§ Aim of the exercise: Write out each record below exactly, without pictures.

§ Data to examine:
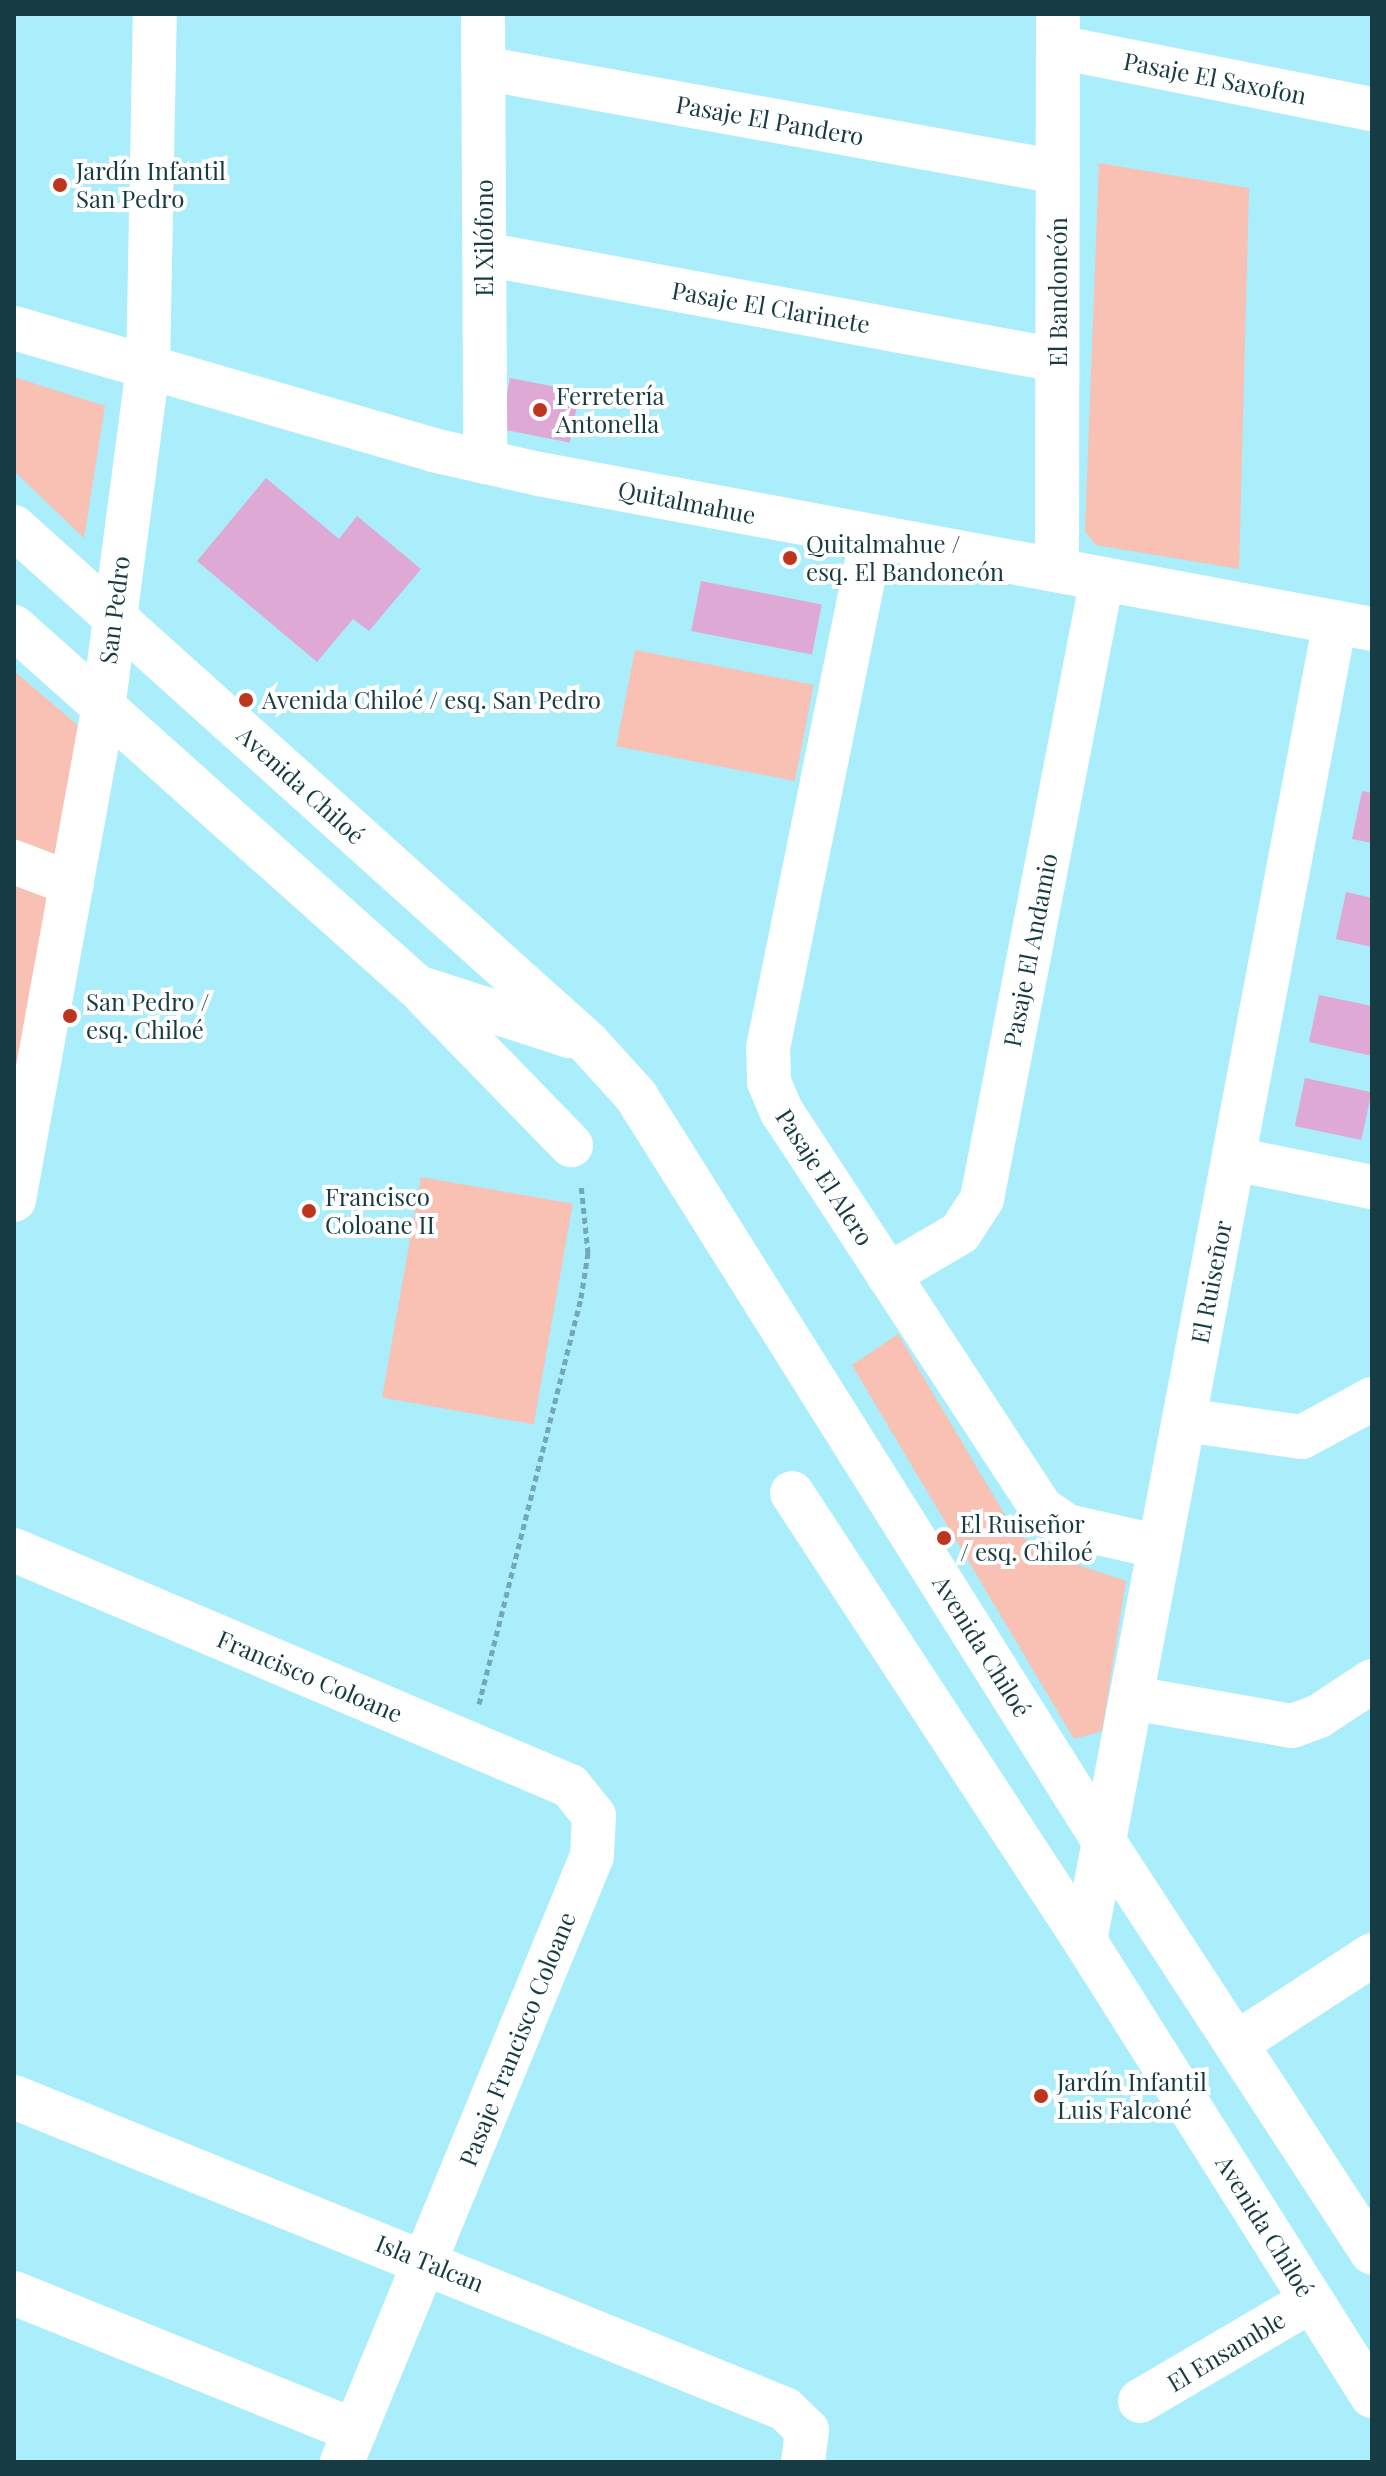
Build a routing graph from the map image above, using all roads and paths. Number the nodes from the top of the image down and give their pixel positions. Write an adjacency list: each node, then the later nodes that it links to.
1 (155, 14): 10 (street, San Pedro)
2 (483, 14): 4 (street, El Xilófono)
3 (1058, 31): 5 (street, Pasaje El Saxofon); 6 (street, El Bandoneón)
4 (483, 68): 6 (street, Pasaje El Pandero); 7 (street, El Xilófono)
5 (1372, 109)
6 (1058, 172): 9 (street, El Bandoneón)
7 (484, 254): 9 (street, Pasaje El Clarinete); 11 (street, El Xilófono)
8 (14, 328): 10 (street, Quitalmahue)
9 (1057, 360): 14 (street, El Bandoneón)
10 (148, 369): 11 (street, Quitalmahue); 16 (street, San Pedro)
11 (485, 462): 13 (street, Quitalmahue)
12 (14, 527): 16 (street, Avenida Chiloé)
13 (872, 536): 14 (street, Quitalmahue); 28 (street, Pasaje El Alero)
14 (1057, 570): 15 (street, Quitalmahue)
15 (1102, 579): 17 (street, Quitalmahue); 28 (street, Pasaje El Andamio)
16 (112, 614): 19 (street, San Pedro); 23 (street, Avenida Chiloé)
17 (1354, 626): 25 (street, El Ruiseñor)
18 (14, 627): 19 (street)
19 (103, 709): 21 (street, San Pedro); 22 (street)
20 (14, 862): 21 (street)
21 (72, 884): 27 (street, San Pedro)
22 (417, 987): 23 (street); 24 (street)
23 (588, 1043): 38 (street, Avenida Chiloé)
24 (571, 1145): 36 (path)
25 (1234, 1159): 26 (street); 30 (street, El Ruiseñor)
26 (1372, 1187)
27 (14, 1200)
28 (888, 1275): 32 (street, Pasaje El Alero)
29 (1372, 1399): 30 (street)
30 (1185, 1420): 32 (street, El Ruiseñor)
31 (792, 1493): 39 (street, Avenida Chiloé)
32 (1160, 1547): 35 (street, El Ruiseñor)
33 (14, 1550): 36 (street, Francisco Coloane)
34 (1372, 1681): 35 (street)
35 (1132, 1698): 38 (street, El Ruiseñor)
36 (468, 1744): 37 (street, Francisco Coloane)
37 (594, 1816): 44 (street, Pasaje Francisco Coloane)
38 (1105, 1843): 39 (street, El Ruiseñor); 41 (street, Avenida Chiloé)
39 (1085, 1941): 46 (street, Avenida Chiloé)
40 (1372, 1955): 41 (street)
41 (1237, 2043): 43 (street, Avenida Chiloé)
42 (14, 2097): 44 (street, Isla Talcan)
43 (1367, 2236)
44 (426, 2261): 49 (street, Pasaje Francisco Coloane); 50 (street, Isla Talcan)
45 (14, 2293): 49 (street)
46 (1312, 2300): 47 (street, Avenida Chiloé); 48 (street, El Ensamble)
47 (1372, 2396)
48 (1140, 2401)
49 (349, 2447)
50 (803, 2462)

§ Task answer:
Build a routing graph from the map image above, using all roads and paths. Number the nodes from the top of the image down and give their pixel positions. Write an adjacency list: each node, then the later nodes that it links to.
1 (155, 14): 10 (street, San Pedro)
2 (483, 14): 4 (street, El Xilófono)
3 (1058, 31): 5 (street, Pasaje El Saxofon); 6 (street, El Bandoneón)
4 (483, 68): 6 (street, Pasaje El Pandero); 7 (street, El Xilófono)
5 (1372, 109)
6 (1058, 172): 9 (street, El Bandoneón)
7 (484, 254): 9 (street, Pasaje El Clarinete); 11 (street, El Xilófono)
8 (14, 328): 10 (street, Quitalmahue)
9 (1057, 360): 14 (street, El Bandoneón)
10 (148, 369): 11 (street, Quitalmahue); 16 (street, San Pedro)
11 (485, 462): 13 (street, Quitalmahue)
12 (14, 527): 16 (street, Avenida Chiloé)
13 (872, 536): 14 (street, Quitalmahue); 28 (street, Pasaje El Alero)
14 (1057, 570): 15 (street, Quitalmahue)
15 (1102, 579): 17 (street, Quitalmahue); 28 (street, Pasaje El Andamio)
16 (112, 614): 19 (street, San Pedro); 23 (street, Avenida Chiloé)
17 (1354, 626): 25 (street, El Ruiseñor)
18 (14, 627): 19 (street)
19 (103, 709): 21 (street, San Pedro); 22 (street)
20 (14, 862): 21 (street)
21 (72, 884): 27 (street, San Pedro)
22 (417, 987): 23 (street); 24 (street)
23 (588, 1043): 38 (street, Avenida Chiloé)
24 (571, 1145): 36 (path)
25 (1234, 1159): 26 (street); 30 (street, El Ruiseñor)
26 (1372, 1187)
27 (14, 1200)
28 (888, 1275): 32 (street, Pasaje El Alero)
29 (1372, 1399): 30 (street)
30 (1185, 1420): 32 (street, El Ruiseñor)
31 (792, 1493): 39 (street, Avenida Chiloé)
32 (1160, 1547): 35 (street, El Ruiseñor)
33 (14, 1550): 36 (street, Francisco Coloane)
34 (1372, 1681): 35 (street)
35 (1132, 1698): 38 (street, El Ruiseñor)
36 (468, 1744): 37 (street, Francisco Coloane)
37 (594, 1816): 44 (street, Pasaje Francisco Coloane)
38 (1105, 1843): 39 (street, El Ruiseñor); 41 (street, Avenida Chiloé)
39 (1085, 1941): 46 (street, Avenida Chiloé)
40 (1372, 1955): 41 (street)
41 (1237, 2043): 43 (street, Avenida Chiloé)
42 (14, 2097): 44 (street, Isla Talcan)
43 (1367, 2236)
44 (426, 2261): 49 (street, Pasaje Francisco Coloane); 50 (street, Isla Talcan)
45 (14, 2293): 49 (street)
46 (1312, 2300): 47 (street, Avenida Chiloé); 48 (street, El Ensamble)
47 (1372, 2396)
48 (1140, 2401)
49 (349, 2447)
50 (803, 2462)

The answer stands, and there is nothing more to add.